The Court of Appeals of Washington, Division Two
Sep 3, 2009
152 Wn. App. 1004 (Wash. Ct. App. 2009)

Opinion

No. 37674-1-II.

Filed: September 3, 2009.

Appeal from the Superior Court, Clark County, No. 07-1-00433-5, Roger A. Bennett, J., entered April 18, 2008.


Affirmed by unpublished opinion per QuinnBrintnall, J., concurred in by Houghton and Hunt, JJ.


Unpublished Opinion


Christopher Setzer appeals his conviction for felony telephone harassment, arguing that the to-convict instruction omitted an essential element of the crime and that the State failed to present sufficient evidence to prove that element. Setzer also filed a statement of additional grounds (SAG) under RAP 10.10. Concluding that the to-convict instruction was proper, the State presented sufficient evidence, and Setzer's SAG issues cannot be reviewed in this appeal, we affirm.

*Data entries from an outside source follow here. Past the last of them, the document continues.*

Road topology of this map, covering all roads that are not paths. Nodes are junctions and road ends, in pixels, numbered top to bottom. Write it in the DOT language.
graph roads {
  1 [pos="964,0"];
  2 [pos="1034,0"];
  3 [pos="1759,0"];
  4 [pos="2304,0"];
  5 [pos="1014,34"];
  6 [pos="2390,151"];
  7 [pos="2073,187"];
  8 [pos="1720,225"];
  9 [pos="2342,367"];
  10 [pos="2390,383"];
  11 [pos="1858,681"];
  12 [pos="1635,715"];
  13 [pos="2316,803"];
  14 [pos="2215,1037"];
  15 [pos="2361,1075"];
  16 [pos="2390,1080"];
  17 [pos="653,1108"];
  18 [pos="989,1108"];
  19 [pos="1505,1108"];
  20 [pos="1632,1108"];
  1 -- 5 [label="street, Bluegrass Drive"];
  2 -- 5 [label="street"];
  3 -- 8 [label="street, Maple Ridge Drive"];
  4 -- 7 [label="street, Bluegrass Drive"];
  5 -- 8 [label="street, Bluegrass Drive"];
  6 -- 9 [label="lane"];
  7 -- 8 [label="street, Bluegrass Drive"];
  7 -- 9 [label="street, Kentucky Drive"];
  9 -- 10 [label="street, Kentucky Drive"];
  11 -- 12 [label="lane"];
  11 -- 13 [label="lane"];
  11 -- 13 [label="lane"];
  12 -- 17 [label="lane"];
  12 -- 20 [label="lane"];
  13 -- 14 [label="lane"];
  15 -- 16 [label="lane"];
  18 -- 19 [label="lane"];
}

A commissioner of this court initially considered Setzer's appeal as a motion on the merits under RAP 18.14 and then transferred it to a panel of judges.

On November 13, 2006, Setzer arrived at Richie's Tire Factory for an appointment to get his Toyota aligned and to have two new tires put on. Service Manager Duane McCollum guided Setzer onto the rack in the service bay. Setzer got out of the vehicle. McCollum, who was holding a Richie's Tire Shop pen, opened the driver's side door, leaned into the truck, pressed a button on the dashboard to get the odometer reading, and wrote down that reading. He did not recall anything been scraped or scratched during the process. As McCollum was starting the lift, Setzer told him he did not have time for the alignment and he just wanted the new tires put on. McCollum complied, lowered the lift, and directed Setzer out of the service bay.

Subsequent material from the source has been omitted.